Wednesday, January 20, 2010

Flexible Path to the Moon

The Review of U.S. Human Spaceflight Plans Committee Final Report presents two main viable exploration plans based on destination. The first is called "Moon First". This plan focuses on missions to the lunar surface. In contrast, the "Flexible Path to Mars" features a variety of more and more ambitious destinations, such as lunar orbit, Lagrange points, Near Earth Objects, Mars orbit, and Mars Moons (with the possibility of lunar surface visits some time after NEOs are reached). These missions are intended to eventually lead to the Martian surface, possibly after both are achieved.

A number of different approaches are described to reach the Moon First and Flexible Path to Mars destinations. However, all of these approaches require a trend to a roughly $3B/year increase in the NASA Human Spaceflight budget. Such a large increase may be difficult to reach, and even more difficult to maintain over many years.
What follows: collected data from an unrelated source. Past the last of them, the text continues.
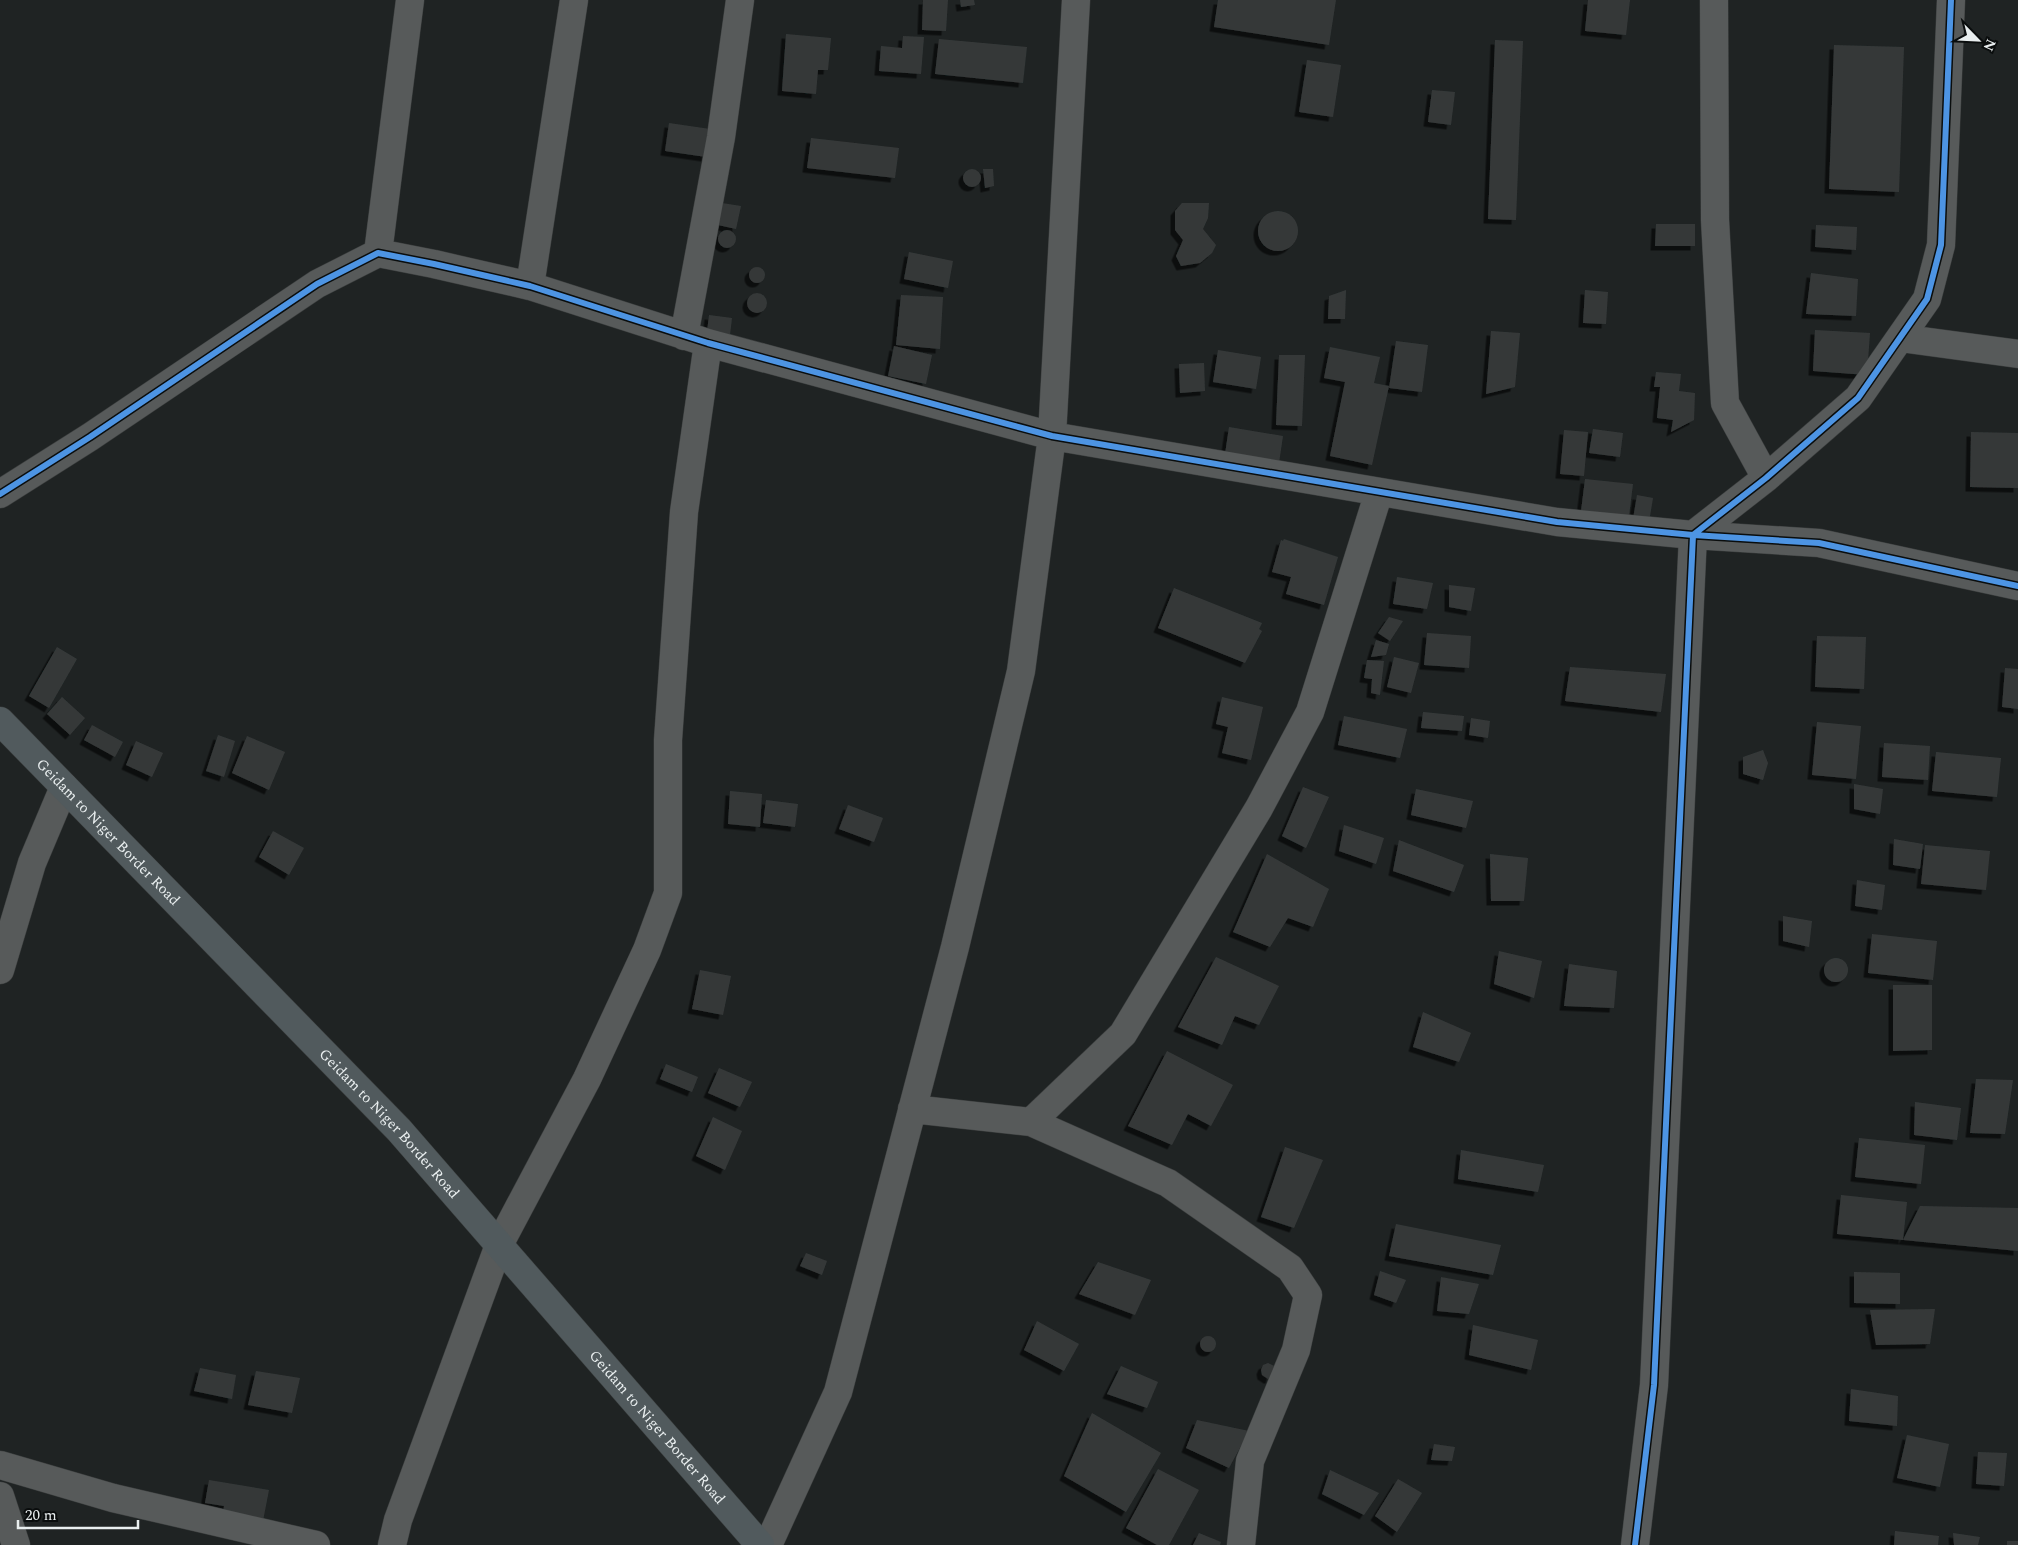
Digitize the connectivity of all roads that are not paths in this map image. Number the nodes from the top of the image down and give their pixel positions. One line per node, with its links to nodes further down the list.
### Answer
1 (410, 0): 7 (street)
2 (574, 0): 8 (street)
3 (740, 0): 10 (street)
4 (1076, 0): 12 (street)
5 (1714, 0): 13 (street)
6 (1950, 0): 9 (street)
7 (378, 253): 8 (street); 15 (street)
8 (530, 286): 10 (street)
9 (1900, 338): 11 (street); 13 (street)
10 (696, 340): 12 (street); 23 (street)
11 (2018, 354)
12 (1052, 436): 14 (street); 21 (street)
13 (1766, 478): 16 (street)
14 (1379, 492): 16 (street); 22 (street)
15 (0, 494)
16 (1693, 534): 17 (street); 32 (street)
17 (2018, 586)
18 (0, 721): 19 (main road, Geidam to Niger Border Road)
19 (64, 787): 20 (street); 23 (main road, Geidam to Niger Border Road)
20 (0, 970)
21 (912, 1109): 22 (street); 30 (street)
22 (1030, 1122): 31 (street)
23 (499, 1245): 28 (street); 29 (main road, Geidam to Niger Border Road)
24 (0, 1465): 27 (street)
25 (0, 1496): 26 (street)
26 (16, 1545)
27 (316, 1545)
28 (392, 1545)
29 (760, 1545)
30 (768, 1545)
31 (1241, 1545)
32 (1635, 1545)

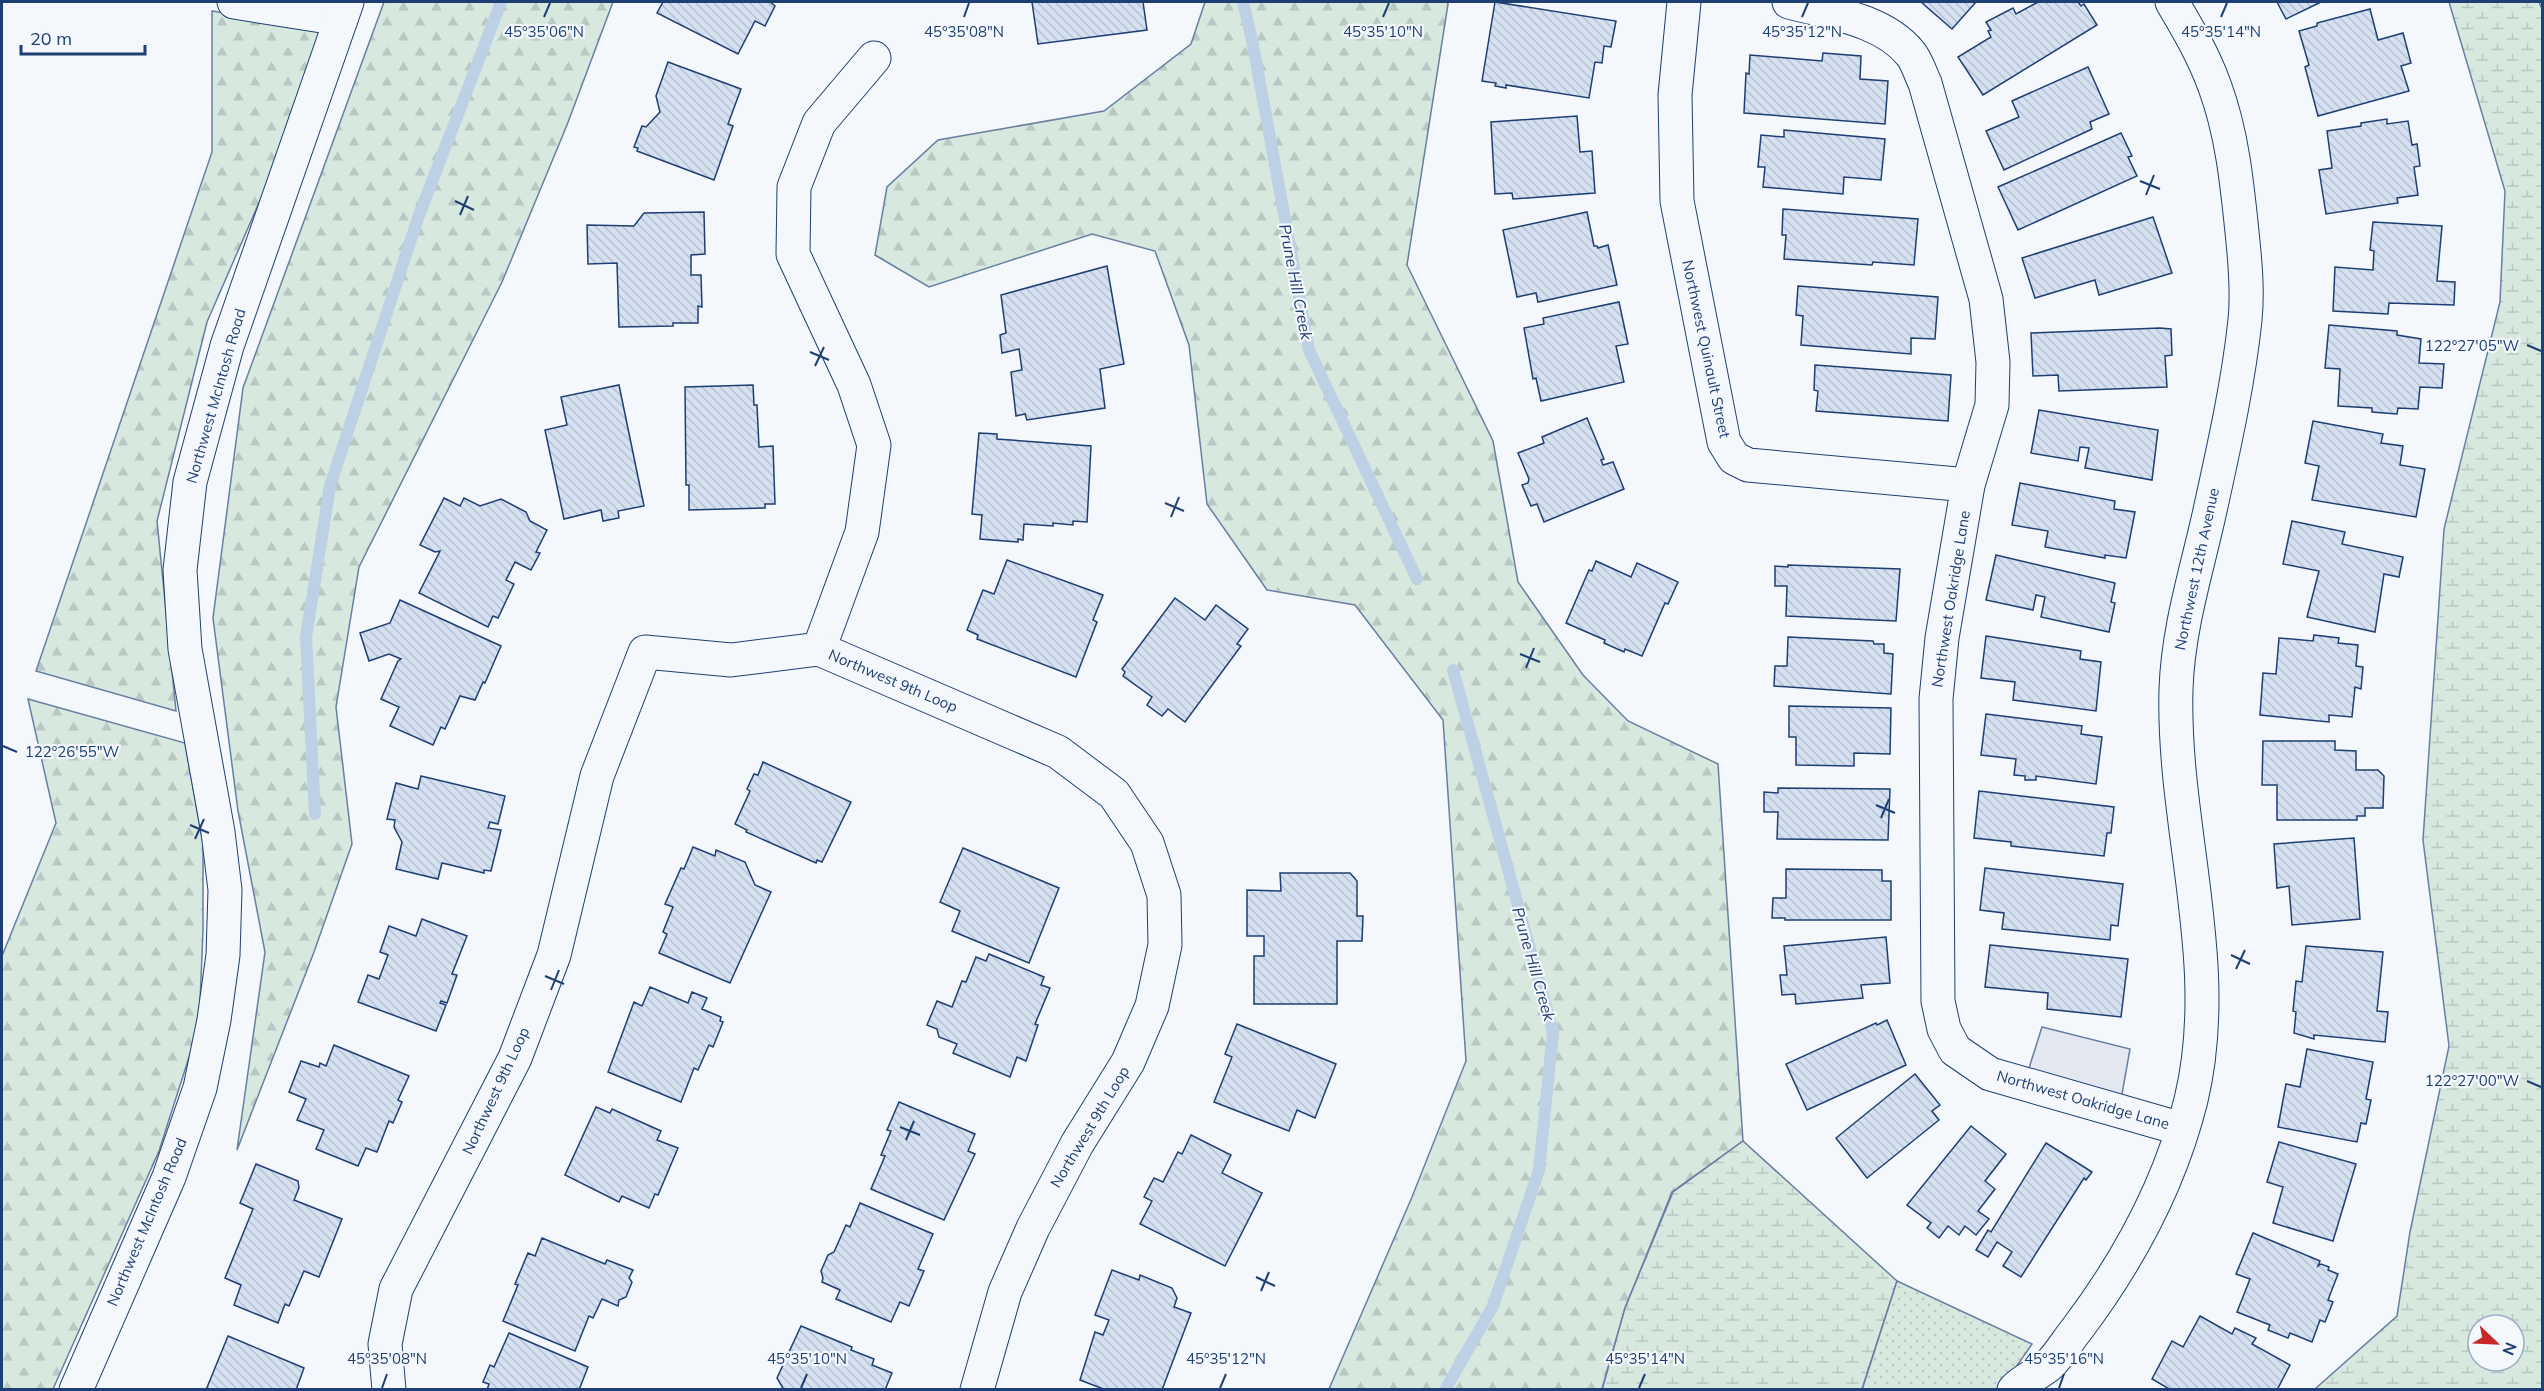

Given this difficulty, I would suggest a third series of destinations, the "Flexible Path to the Moon".

The Flexible Path to the Moon is just a new name, not a new idea. The concept can be found in different forms in some of the documents linked here.

Let's suppose we cannot find the budget needed to implement either one of the Augustine Committee approaches on anything like a timely schedule without unacceptable sacrifices in other NASA areas. Instead of ignoring this problem and plowing ahead anyway on one of the two Augustine paths with an expensive heavy lift development effort that cannot be afforded while developing payloads for the vehicle, using the ISS to its fullest, doing needed technology development, and other important jobs, the Flexible Path to the Moon removes or at least postpones the heavy lift development and its expenses. It also delays or sacrifices the more ambitious Flexible Path destinations, such as NEOs and Mars orbit. These destinations can be addressed at a later time when the Flexible Path to the Moon has developed sufficiently that they are in reach. In compensation, the Flexible Path to the Moon focuses on easier and more near-term destinations like LEO, GEO, lunar orbit, and Earth-Moon Lagrange points, and lingers longer at these destinations to make the most of them. These destinations are used for a variety of purposes. Among other things, infrastructure at these destinations is developed to ultimately allow a cost-effective lunar surface astronaut program.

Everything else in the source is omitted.